When we are
very young we are mostly blank slates. This enables us to absorb data directly
because we haven’t yet developed a mental filter. We become attached to things
and people, such as certain foods, our mother, our lifestyle, and our religion,
because there is nothing else to compare them to, so they seem like
unquestionable “givens”. That is, since there is nothing else to compare them
to, there is no question as to whether they are true or real. They are all we
have, and so we attach ourselves to them. This is known as imprinting.
Later in
life we might become exposed to other people, foods, lifestyles, and religions.
They might be very different from what we’re used to: the people might have a
different skin color, the materialism of other lifestyles might be greater or
lesser than that of the one we grew up in, foods might taste very unfamiliar, and
religious dogmas might contradict what we’ve been taught. Since we have already
imprinted on a particular set of people, things and ideas, we might view these new ones as “bad”
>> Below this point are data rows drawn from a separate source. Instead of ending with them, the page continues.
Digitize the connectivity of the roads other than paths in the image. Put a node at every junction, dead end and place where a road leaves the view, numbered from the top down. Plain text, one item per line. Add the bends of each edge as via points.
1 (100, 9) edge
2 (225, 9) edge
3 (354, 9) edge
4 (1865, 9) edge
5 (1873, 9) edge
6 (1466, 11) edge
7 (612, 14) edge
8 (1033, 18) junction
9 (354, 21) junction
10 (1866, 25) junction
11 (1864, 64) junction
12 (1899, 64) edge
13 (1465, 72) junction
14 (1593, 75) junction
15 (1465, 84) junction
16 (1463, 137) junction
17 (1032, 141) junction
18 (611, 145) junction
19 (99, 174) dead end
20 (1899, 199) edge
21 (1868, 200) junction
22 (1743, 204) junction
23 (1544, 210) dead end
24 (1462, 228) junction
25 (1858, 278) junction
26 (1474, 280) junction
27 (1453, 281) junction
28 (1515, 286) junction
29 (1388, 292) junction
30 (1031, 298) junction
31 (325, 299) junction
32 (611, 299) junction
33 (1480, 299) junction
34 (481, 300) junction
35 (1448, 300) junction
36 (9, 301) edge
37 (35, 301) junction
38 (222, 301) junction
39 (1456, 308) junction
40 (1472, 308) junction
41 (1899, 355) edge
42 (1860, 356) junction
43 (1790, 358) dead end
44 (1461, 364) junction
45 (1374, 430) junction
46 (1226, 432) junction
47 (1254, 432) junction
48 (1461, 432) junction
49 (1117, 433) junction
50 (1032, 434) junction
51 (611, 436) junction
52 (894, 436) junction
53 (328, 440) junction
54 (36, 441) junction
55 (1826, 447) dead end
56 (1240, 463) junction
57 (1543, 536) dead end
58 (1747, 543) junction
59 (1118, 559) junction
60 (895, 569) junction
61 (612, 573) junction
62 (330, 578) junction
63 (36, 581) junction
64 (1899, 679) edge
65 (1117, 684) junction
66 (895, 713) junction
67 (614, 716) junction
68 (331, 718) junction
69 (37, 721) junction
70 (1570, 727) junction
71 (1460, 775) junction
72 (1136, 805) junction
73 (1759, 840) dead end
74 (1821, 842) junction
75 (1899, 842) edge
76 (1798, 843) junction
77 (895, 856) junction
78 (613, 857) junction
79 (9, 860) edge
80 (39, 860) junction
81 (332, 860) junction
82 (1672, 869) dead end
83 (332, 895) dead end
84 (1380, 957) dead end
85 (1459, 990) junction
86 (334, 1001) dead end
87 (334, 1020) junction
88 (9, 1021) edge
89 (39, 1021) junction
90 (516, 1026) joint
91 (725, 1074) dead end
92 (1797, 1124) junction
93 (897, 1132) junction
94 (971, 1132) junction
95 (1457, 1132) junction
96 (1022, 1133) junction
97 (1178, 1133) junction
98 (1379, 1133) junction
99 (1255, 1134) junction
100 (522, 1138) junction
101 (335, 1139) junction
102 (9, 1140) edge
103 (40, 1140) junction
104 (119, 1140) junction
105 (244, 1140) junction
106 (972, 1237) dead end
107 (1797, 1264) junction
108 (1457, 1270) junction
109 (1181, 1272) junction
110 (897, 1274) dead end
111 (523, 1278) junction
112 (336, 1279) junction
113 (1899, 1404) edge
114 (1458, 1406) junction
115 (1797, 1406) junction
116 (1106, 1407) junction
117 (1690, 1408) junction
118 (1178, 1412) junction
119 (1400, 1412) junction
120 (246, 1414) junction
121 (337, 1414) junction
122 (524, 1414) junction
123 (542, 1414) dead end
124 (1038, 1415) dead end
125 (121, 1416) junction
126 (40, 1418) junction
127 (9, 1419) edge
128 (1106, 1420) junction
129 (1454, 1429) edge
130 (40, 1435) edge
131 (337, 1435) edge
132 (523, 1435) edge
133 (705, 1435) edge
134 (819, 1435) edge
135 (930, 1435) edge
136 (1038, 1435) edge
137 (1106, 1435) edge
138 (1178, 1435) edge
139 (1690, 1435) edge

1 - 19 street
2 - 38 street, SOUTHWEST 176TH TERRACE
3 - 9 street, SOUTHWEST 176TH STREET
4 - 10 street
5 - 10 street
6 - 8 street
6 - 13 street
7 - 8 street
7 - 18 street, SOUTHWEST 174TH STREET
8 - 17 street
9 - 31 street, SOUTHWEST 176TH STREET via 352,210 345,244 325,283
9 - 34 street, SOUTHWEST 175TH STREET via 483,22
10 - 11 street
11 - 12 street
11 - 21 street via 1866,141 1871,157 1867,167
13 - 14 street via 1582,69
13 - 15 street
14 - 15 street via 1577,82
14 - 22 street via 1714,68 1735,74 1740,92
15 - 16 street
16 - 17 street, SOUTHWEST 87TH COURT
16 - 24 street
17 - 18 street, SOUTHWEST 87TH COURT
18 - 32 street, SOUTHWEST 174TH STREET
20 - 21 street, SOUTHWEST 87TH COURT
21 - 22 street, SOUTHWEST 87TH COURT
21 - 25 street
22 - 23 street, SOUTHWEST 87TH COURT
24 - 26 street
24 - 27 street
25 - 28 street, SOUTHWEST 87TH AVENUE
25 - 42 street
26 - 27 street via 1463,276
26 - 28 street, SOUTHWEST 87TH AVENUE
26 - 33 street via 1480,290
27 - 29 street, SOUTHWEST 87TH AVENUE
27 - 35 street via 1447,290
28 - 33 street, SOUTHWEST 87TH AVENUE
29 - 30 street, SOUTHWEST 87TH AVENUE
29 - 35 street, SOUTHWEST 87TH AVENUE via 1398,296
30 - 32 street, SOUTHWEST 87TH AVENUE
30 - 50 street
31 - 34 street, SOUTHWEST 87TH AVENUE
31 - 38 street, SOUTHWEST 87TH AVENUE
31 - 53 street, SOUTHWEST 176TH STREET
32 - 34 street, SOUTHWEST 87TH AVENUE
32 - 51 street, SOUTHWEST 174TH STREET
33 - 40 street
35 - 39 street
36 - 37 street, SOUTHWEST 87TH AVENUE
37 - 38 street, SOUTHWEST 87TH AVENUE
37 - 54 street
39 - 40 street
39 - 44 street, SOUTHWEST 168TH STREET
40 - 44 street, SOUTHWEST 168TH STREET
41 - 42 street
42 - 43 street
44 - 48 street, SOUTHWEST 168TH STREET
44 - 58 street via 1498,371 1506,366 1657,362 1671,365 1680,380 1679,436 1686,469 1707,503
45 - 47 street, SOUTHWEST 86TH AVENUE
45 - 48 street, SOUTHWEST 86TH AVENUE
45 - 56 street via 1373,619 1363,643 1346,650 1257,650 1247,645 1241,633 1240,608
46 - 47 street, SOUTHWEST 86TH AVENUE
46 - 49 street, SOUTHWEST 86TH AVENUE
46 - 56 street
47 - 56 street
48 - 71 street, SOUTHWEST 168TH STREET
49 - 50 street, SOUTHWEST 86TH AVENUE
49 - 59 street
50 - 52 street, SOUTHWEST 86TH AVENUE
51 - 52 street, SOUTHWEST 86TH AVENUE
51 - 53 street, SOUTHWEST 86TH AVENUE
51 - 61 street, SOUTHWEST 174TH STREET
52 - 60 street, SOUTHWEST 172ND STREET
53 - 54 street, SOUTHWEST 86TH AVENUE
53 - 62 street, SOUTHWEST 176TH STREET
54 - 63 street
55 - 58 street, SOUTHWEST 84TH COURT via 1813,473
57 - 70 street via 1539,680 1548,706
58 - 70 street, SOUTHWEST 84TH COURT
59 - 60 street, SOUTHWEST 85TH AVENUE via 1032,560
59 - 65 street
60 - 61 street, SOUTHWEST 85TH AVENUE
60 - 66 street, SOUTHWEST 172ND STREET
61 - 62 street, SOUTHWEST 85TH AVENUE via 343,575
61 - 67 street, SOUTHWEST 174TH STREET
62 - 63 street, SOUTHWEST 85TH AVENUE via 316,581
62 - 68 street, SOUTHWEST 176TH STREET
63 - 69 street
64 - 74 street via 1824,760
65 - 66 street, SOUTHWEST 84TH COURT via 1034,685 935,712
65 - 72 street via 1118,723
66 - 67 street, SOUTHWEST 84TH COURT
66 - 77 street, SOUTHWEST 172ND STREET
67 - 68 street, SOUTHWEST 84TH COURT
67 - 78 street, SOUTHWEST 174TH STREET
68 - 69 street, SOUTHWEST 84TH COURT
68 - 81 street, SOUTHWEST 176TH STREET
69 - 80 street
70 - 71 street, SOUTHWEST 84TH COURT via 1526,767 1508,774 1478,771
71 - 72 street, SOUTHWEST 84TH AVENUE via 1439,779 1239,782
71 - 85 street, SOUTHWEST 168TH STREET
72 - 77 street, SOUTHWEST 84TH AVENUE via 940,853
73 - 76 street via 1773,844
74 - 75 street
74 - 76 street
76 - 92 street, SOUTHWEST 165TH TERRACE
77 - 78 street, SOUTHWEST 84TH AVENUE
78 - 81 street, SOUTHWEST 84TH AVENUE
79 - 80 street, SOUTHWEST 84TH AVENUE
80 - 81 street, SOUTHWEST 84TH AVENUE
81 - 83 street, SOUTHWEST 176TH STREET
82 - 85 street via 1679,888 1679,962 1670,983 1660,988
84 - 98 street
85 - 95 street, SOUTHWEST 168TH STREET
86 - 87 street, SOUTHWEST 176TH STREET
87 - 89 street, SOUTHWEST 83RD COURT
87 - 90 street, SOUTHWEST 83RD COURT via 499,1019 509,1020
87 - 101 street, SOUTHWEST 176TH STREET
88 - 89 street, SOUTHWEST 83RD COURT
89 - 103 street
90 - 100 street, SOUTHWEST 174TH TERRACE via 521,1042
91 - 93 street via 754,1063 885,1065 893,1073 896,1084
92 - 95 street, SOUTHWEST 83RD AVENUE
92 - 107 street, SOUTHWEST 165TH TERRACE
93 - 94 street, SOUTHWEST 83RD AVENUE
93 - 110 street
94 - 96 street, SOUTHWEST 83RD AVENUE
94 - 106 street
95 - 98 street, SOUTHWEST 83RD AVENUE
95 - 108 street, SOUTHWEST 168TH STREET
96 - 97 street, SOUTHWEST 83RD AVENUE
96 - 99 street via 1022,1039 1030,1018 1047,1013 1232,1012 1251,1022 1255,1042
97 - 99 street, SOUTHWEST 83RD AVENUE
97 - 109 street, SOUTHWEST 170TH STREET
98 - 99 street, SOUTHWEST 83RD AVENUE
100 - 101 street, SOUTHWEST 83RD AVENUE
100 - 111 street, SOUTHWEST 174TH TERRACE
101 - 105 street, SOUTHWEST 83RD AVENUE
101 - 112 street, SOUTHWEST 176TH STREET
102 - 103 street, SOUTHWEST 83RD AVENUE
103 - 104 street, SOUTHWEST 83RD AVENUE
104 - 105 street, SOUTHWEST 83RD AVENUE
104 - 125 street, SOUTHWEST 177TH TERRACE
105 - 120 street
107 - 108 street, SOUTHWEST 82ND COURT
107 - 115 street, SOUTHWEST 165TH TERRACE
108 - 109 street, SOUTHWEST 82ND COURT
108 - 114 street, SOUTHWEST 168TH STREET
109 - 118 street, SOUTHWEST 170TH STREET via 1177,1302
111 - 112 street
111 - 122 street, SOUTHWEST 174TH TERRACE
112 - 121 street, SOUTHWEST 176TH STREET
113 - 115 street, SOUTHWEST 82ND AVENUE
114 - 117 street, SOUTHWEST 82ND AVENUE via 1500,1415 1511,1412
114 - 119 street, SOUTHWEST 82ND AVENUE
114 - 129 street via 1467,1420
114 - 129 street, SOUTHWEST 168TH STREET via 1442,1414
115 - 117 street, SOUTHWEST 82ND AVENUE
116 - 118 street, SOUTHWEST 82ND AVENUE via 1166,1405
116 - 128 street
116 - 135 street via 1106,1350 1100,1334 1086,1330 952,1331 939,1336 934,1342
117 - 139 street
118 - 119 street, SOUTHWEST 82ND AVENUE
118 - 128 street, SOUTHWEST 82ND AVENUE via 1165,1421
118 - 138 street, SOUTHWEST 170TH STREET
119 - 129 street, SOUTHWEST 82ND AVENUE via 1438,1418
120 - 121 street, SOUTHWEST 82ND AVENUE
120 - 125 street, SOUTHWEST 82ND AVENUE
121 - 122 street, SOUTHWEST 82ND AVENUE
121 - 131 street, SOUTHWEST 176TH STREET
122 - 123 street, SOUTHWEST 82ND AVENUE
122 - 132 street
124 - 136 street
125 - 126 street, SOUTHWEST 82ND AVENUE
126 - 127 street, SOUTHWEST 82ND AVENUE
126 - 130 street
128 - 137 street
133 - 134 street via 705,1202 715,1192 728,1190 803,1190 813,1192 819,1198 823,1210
or “wrong”. This is why people tend to cling to and defend their own race,
lifestyle, and beliefs. No amount of logic, reason, or even proof will convince
people that what they are used to isn’t necessarily any “better” or more “right”
than anything else. They can’t fathom that if they just happened to have been
born and brought up with a different skin color, lifestyle and belief system,
they would think that those were “correct” and that the ones they currently
cling to are “wrong”.
Why does
this stubborn blindness occur? Because people make a (false) self out of their
circumstances. They have built the idea of an action figure with a particular
skin color, nationality, religion, lifestyle, community, family, etc, and have
imprinted on it. By the time new data arrives, the mental construct that they
view as their “self” has already been formed. Even if they see that different
nationalities, lifestyles, and beliefs might have equal validity to their own,
they see their “self” as unchangeable. Hence they cannot – or, rather, will not
– change anything about themselves, because that would be tantamount to
self-annihilation.
This is a
simple case of mistaken identity. The true self is unchangeable, so feeling
unchangeable is a good thing; but people apply this sense of permanence to
their false self, which is
changeable. In fact, since it doesn’t actually exist, the false self can be
changed at the drop of a hat. People cling to the false self for a sense of
permanence, when the only permanence resides in the true self.